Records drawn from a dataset
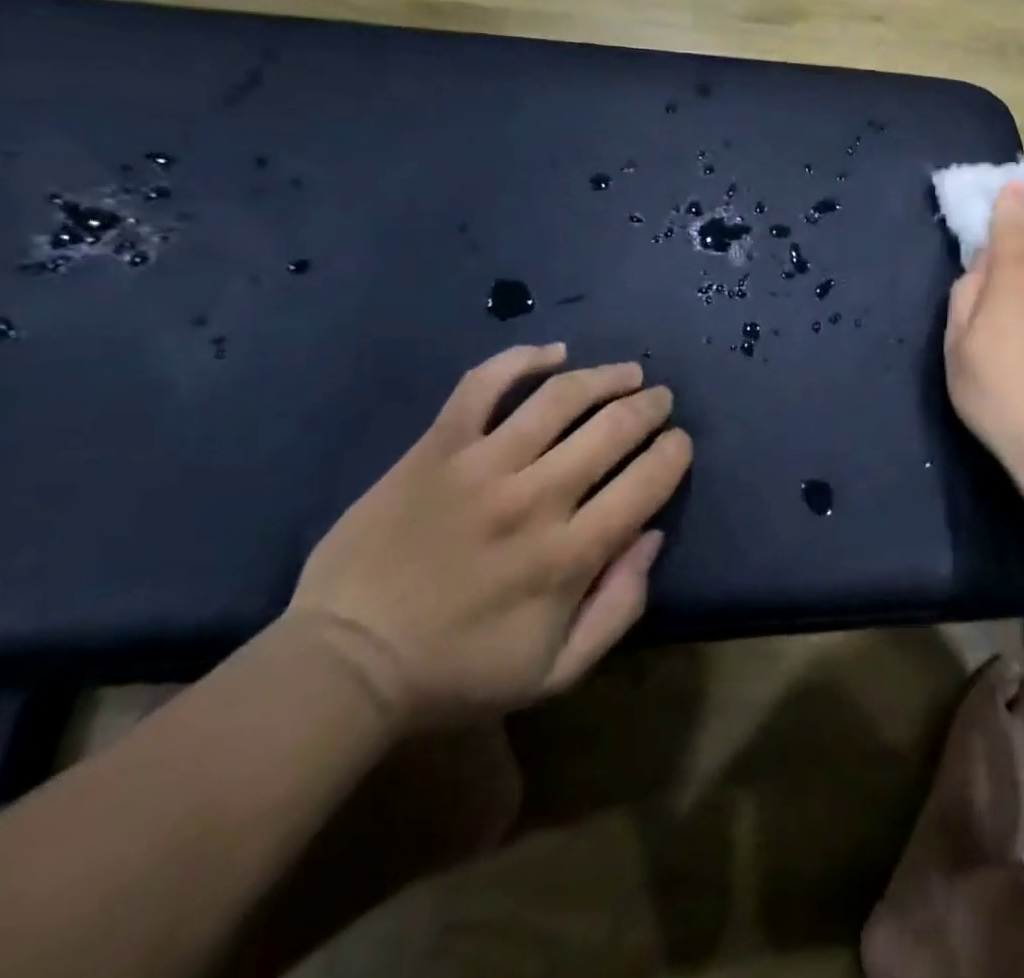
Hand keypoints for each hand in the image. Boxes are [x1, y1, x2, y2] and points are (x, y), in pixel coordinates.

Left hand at [288, 345, 690, 728]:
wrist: (345, 664)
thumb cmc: (458, 672)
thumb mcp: (556, 671)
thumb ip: (619, 607)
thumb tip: (653, 537)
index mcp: (571, 554)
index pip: (648, 481)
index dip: (675, 452)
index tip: (679, 443)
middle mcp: (536, 497)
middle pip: (613, 428)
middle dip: (650, 406)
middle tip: (659, 399)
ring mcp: (482, 466)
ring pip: (560, 397)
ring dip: (605, 376)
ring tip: (626, 372)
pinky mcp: (436, 448)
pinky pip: (482, 385)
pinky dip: (521, 359)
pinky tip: (553, 352)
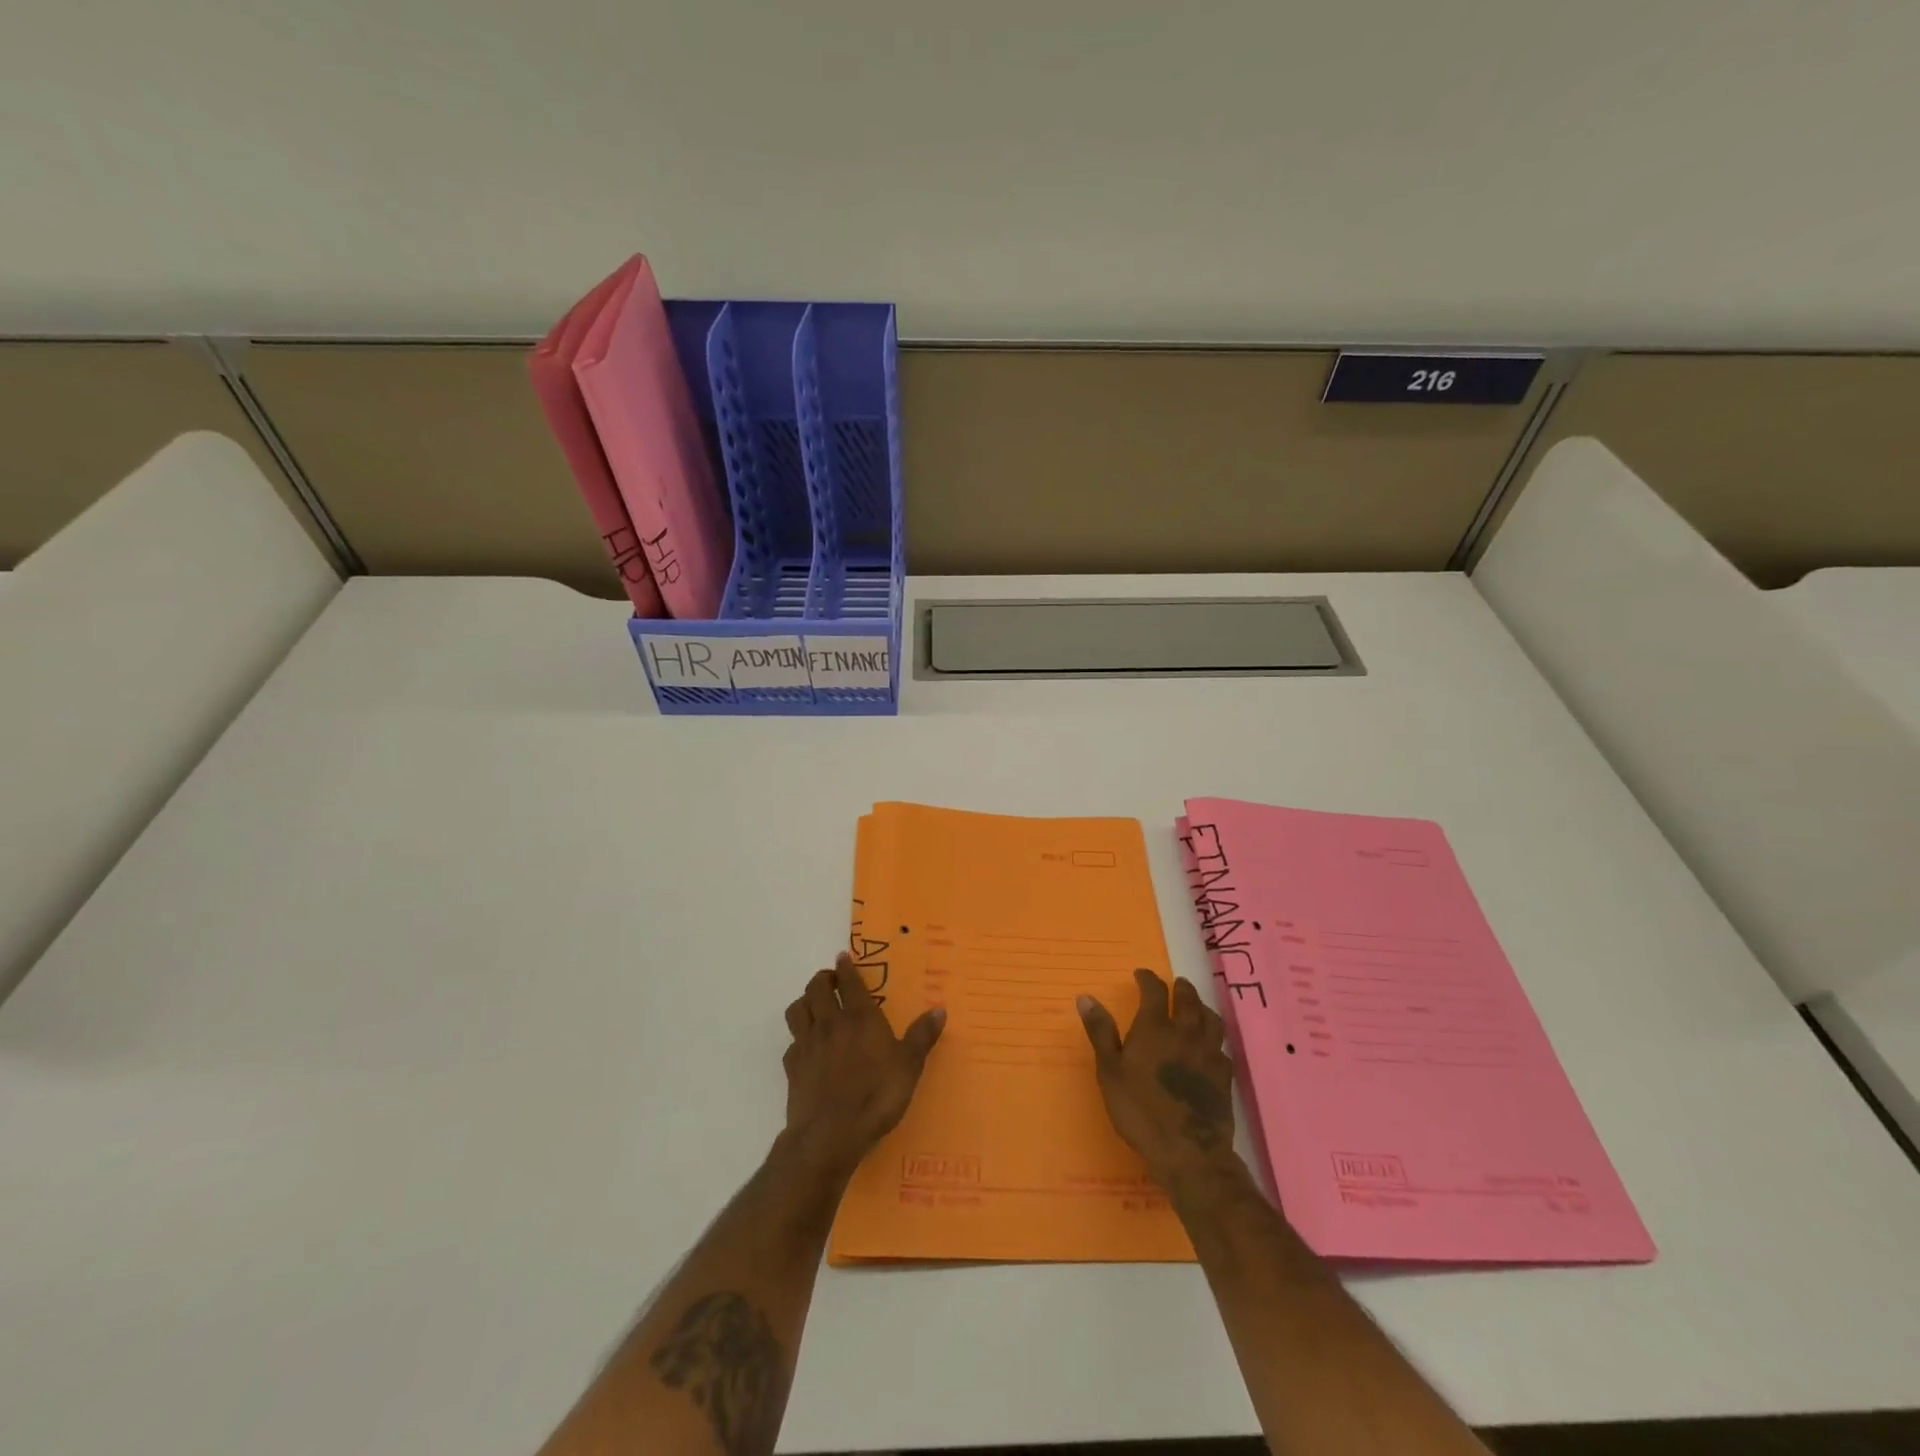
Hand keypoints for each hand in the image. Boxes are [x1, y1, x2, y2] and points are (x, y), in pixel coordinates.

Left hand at [780, 953, 945, 1180]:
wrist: (829, 1135)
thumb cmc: (875, 1097)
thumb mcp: (909, 1067)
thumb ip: (922, 1037)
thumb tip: (939, 1009)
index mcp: (860, 1017)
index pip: (849, 981)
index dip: (846, 967)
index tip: (843, 958)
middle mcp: (830, 1023)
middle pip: (816, 988)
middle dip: (823, 979)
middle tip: (832, 980)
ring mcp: (807, 1044)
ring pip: (797, 1009)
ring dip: (805, 1002)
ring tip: (815, 1006)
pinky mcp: (792, 1067)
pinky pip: (792, 1042)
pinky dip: (799, 1038)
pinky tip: (807, 1047)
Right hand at [1078, 968, 1238, 1187]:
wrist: (1187, 1152)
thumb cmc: (1140, 1110)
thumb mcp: (1109, 1071)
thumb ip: (1100, 1032)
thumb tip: (1086, 997)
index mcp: (1155, 1027)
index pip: (1154, 990)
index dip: (1147, 979)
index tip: (1141, 975)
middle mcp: (1186, 1032)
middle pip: (1188, 999)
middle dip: (1180, 988)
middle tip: (1175, 984)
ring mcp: (1209, 1053)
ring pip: (1211, 1019)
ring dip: (1202, 1008)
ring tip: (1196, 1008)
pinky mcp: (1224, 1076)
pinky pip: (1222, 1048)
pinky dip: (1214, 1041)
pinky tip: (1209, 1049)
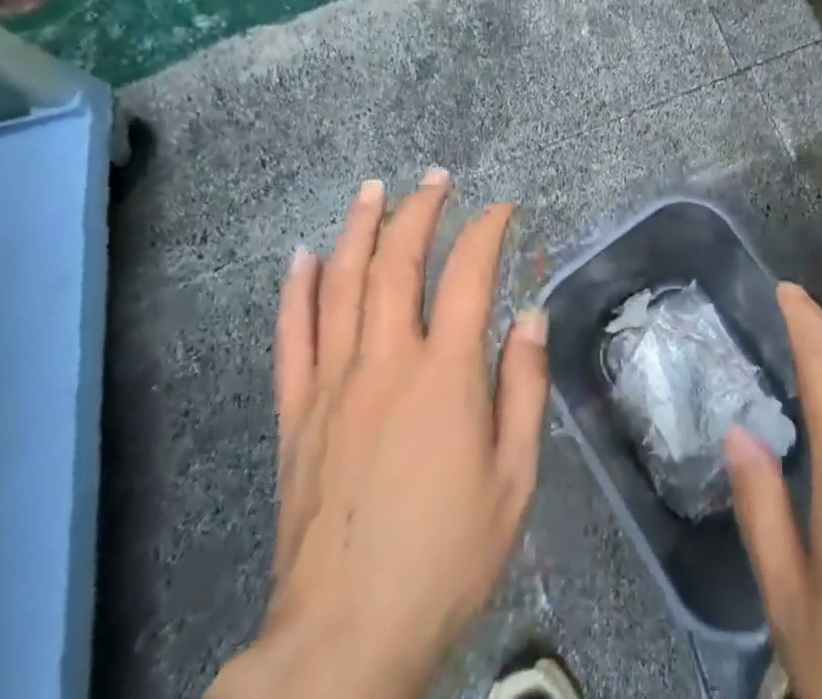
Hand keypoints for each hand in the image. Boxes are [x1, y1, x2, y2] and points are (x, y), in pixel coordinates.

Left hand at [211, 171, 548, 698]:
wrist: (343, 642)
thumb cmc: (445, 558)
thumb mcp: (514, 480)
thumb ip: (524, 389)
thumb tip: (531, 316)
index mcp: (445, 377)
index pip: (469, 276)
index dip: (487, 232)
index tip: (502, 209)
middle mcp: (385, 364)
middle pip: (398, 264)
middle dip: (419, 211)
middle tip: (436, 178)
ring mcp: (332, 385)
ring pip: (342, 285)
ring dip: (359, 229)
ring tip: (374, 189)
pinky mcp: (295, 415)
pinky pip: (291, 337)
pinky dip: (298, 290)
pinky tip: (305, 255)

■ EXERCISE DESCRIPTION:
The entries are to be transcribed word for word, without their images.

■ ANSWER FOR THE TASK:
Hand keypoints for each hand in the image. Boxes are [x1, y1, x2, y2] and points are (x, y), in pixel coordinates.

Left hand at [288, 345, 690, 728]:
wrist: (345, 664)
thumb cmc: (458, 672)
thumb mcp: (556, 671)
thumb ip: (619, 607)
thumb tip: (653, 537)
index mcp: (571, 554)
index pip: (648, 481)
index dip: (675, 452)
index tip: (679, 443)
middle mcp: (536, 497)
middle pip: (613, 428)
middle dip: (650, 406)
middle tip: (659, 399)
ring mcp: (482, 466)
ring pip: (560, 397)
ring dip: (605, 376)
ring tip: (626, 372)
pinky mcp: (436, 448)
pinky pip: (482, 385)
pinky dip: (521, 359)
pinky tip: (553, 352)
Hand keypoints for each hand in the image. Boxes are [x1, y1, x2, y2] and points are (x, y), in pixel coordinates.

Left hand at [780, 953, 945, 1180]:
wrist: (829, 1135)
thumb cmc: (875, 1097)
thumb mcp: (909, 1067)
thumb ip: (922, 1037)
thumb tip: (939, 1009)
index mcp: (860, 1017)
index pip: (849, 981)
index dip: (846, 967)
index tip: (843, 958)
middle mcp: (830, 1023)
middle pip: (816, 988)
middle dip: (823, 979)
middle tip: (832, 980)
ring mcp: (807, 1044)
ring pip: (797, 1009)
ring dip: (805, 1002)
ring tip: (815, 1006)
pinky mcp: (792, 1067)
pinky pip: (792, 1042)
pinky dip: (799, 1038)
pinky tip: (807, 1047)
Right hand at [1078, 968, 1238, 1187]:
wrist: (1187, 1152)
thumb cmc: (1140, 1110)
thumb mcp: (1109, 1071)
thumb ip: (1100, 1032)
thumb tip: (1086, 997)
index mcp: (1155, 1027)
index pip: (1154, 990)
index dip: (1147, 979)
index tip: (1141, 975)
middle mcp: (1186, 1032)
middle pip: (1188, 999)
middle dip: (1180, 988)
middle tip: (1175, 984)
ring mcp: (1209, 1053)
ring pip: (1211, 1019)
ring dip: (1202, 1008)
ring tip: (1196, 1008)
pinky mcp: (1224, 1076)
pinky pip: (1222, 1048)
pinky dip: (1214, 1041)
pinky tip: (1209, 1049)
Hand keypoints for each hand in the image. Boxes are [x1, y1, x2, y2] and points are (x, y), in pixel coordinates.

Left hand at [211, 171, 548, 698]:
wrist: (343, 642)
thumb cmc: (445, 558)
thumb mcp: (514, 480)
thumb ip: (524, 389)
thumb tip: (531, 316)
index mcp: (445, 377)
index pip: (469, 276)
index dip: (487, 232)
index tip: (502, 209)
middle mcp: (385, 364)
middle pip: (398, 264)
middle dip: (419, 211)
middle tip: (436, 178)
ring mcp: (332, 385)
ring pip: (342, 285)
ring dip: (359, 229)
ring tip: (374, 189)
pinky mcp: (295, 415)
pinky pip: (291, 337)
pinky dip: (298, 290)
pinky tip: (305, 255)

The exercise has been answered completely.